Pawlenty backs tax rebate
12/03/2006
An improving economy and a $2.2 billion budget surplus mean Minnesotans might see an extra-green summerBY PATRICK SWEENEY
Pioneer Press
Minnesota Governor Tim Pawlenty announced a $2.2 billion budget surplus during a press conference Wednesday at the State Capitol in St. Paul.A $2.2 billion projected state budget surplus could mean Minnesotans will get a new round of tax rebates next summer, Gov. Tim Pawlenty said Wednesday.
Pawlenty, who said Tuesday that he did not personally favor a rebate, said Wednesday the surplus was significantly bigger than he expected and that he probably would urge lawmakers to adopt some type of rebate.
"The surplus is of such a size that it causes us to say there probably is something we can do," Pawlenty said of a rebate.

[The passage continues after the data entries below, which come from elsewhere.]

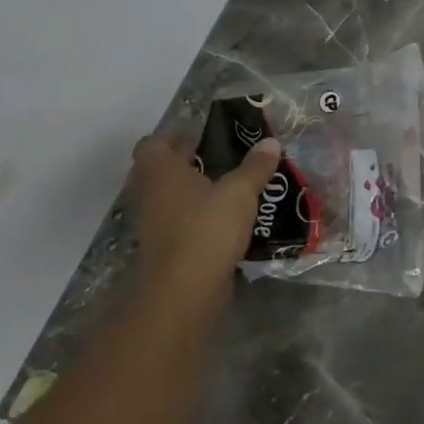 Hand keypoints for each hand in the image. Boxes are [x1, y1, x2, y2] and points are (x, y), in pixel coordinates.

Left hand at [128, 133, 280, 315]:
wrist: (185, 290)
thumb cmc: (206, 228)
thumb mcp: (240, 192)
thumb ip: (255, 167)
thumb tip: (271, 142)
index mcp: (162, 172)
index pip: (152, 144)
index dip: (172, 135)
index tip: (199, 132)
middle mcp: (152, 195)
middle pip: (162, 170)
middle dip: (188, 161)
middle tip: (223, 154)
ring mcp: (157, 224)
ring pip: (172, 197)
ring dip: (194, 189)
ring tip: (231, 183)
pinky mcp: (168, 248)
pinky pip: (182, 221)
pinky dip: (200, 215)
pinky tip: (228, 216) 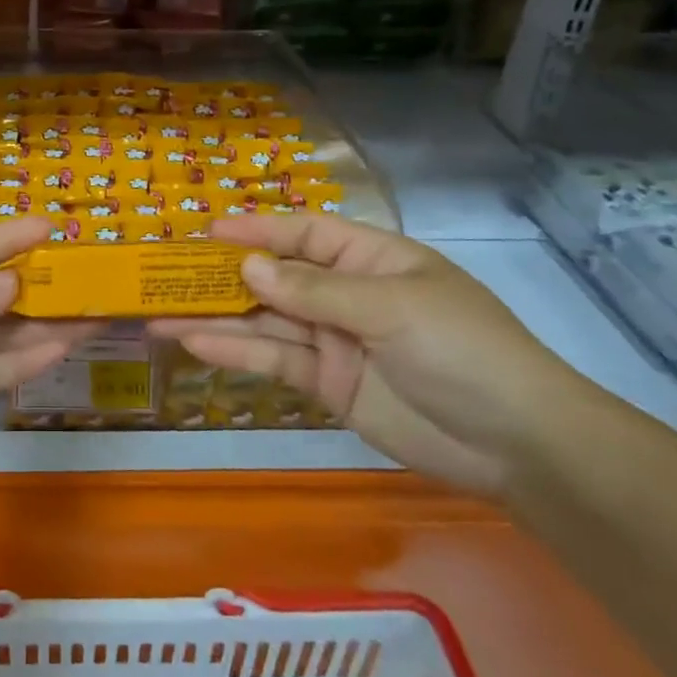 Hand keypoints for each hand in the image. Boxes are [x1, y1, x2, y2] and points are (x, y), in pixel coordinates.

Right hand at [151, 215, 594, 495]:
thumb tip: (247, 266)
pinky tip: (195, 344)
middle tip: (165, 275)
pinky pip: (275, 361)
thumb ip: (314, 290)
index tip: (206, 232)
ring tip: (159, 314)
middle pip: (275, 278)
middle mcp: (347, 295)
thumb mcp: (390, 308)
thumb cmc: (462, 350)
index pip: (304, 234)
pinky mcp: (328, 384)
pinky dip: (236, 354)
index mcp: (372, 259)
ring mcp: (335, 341)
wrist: (517, 445)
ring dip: (216, 318)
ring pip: (265, 322)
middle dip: (223, 276)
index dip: (256, 230)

The surplus sends a strong signal that Minnesota is fiscally healthy again after a string of deficits that followed the 2001 recession and the Sept. 11 terrorist attacks. And the new money sets the stage for a legislative session, beginning Jan. 3, that will focus on spending for property tax relief, schools and health care.
"There'll be three times as much requests as there is money, and that's just the way it always is," Pawlenty said.
About half the total surplus — $1.04 billion — is projected for the current fiscal year that ends June 30. Under state law, Pawlenty must give lawmakers a recommendation for rebating that money. Lawmakers are supposed to act on the recommendation by April 15, but they are not required to approve a rebate.
Besides the short-term surplus, the forecast predicted state revenues would exceed spending by $1.13 billion during the two-year budget cycle that will run from mid-2007 through mid-2009. That's about 3.5 percent of $32.4 billion in projected revenue during that period.
Democratic leaders of the House and Senate majorities on Wednesday neither supported nor opposed a rebate. They said their top priority was relief for property owners whose property taxes have increased an average of 8 percent a year for five years.
"For homeowners who have had sticker shock when they've opened their property tax statements like this, hope is on the way and help is on the way," said Rep. Margaret Anderson Kelliher, a Minneapolis Democrat who is virtually certain to be elected House speaker next month. She held aloft a property tax statement as she spoke at a news conference Wednesday.
At another news conference, House Minority Leader Marty Seifert, R-Marshall, said he favored giving money back to taxpayers in a rebate, rather than embarking on a spending spree.
"When you are given a boatload of money, you have to keep the drunken sailors off the ship," Seifert said.
Pawlenty said he might recommend a rebate related to property taxes.
In 1997 through 2001, lawmakers and former Govs. Arne Carlson and Jesse Ventura responded to repeated budget surpluses by giving Minnesotans a total of $3.7 billion in rebates.
The first two rebates were structured as refunds of property taxes that people applied for when they paid their income taxes. The other three rebates — so-called "Jesse checks" — were sales tax refunds mailed to taxpayers.
In a rare example of bipartisan agreement, Pawlenty and the Democratic leaders on Wednesday listed all the same priorities for the coming session: property tax relief, education spending and health care. However, they gave no specific plans for acting on those priorities.
Pawlenty said he would not suggest using any of the state money to build a stadium for the Minnesota Vikings.
"We have some pretty good news to report, and we also have a little dose of concern and caution," Finance Commissioner Peggy Ingison said as she announced the new forecast.
Her words of caution related to the near-record high corporate profits that are assumed in the forecast and a nationwide slump in home values that state economist Tom Stinson said could dampen consumer confidence and cut spending and state tax collections.
"It's really a shaky branch, and we're way up in the top of the tree," Stinson said of the corporate tax collection.
He said home values across the United States are predicted to decline about 2 percent, the first such decline since the Great Depression of the 1930s.
Despite those concerns, the forecast puts an exclamation mark on Minnesota's recovery from the deficits that followed the 2001 recession.
The forecast predicts state fees and taxes will exceed spending, not only for the next biennium that ends in June 2009, but for the two years after that. And the forecast predicts state spending would stay in balance, even if projected inflation were factored into the spending estimates.
That's important because forecasts since 2002 have counted inflation in revenues, but not in spending. Since Pawlenty took office in January 2003, Democrats regularly have charged that the failure to explicitly include inflation in spending projections underestimated the seriousness of Minnesota's budget problems.
When inflation is added to the tax-and-spending estimates, the $1.13 billion surplus predicted for the two-year budget period beginning next summer nearly disappears. But counting inflation does not push the state into a deficit.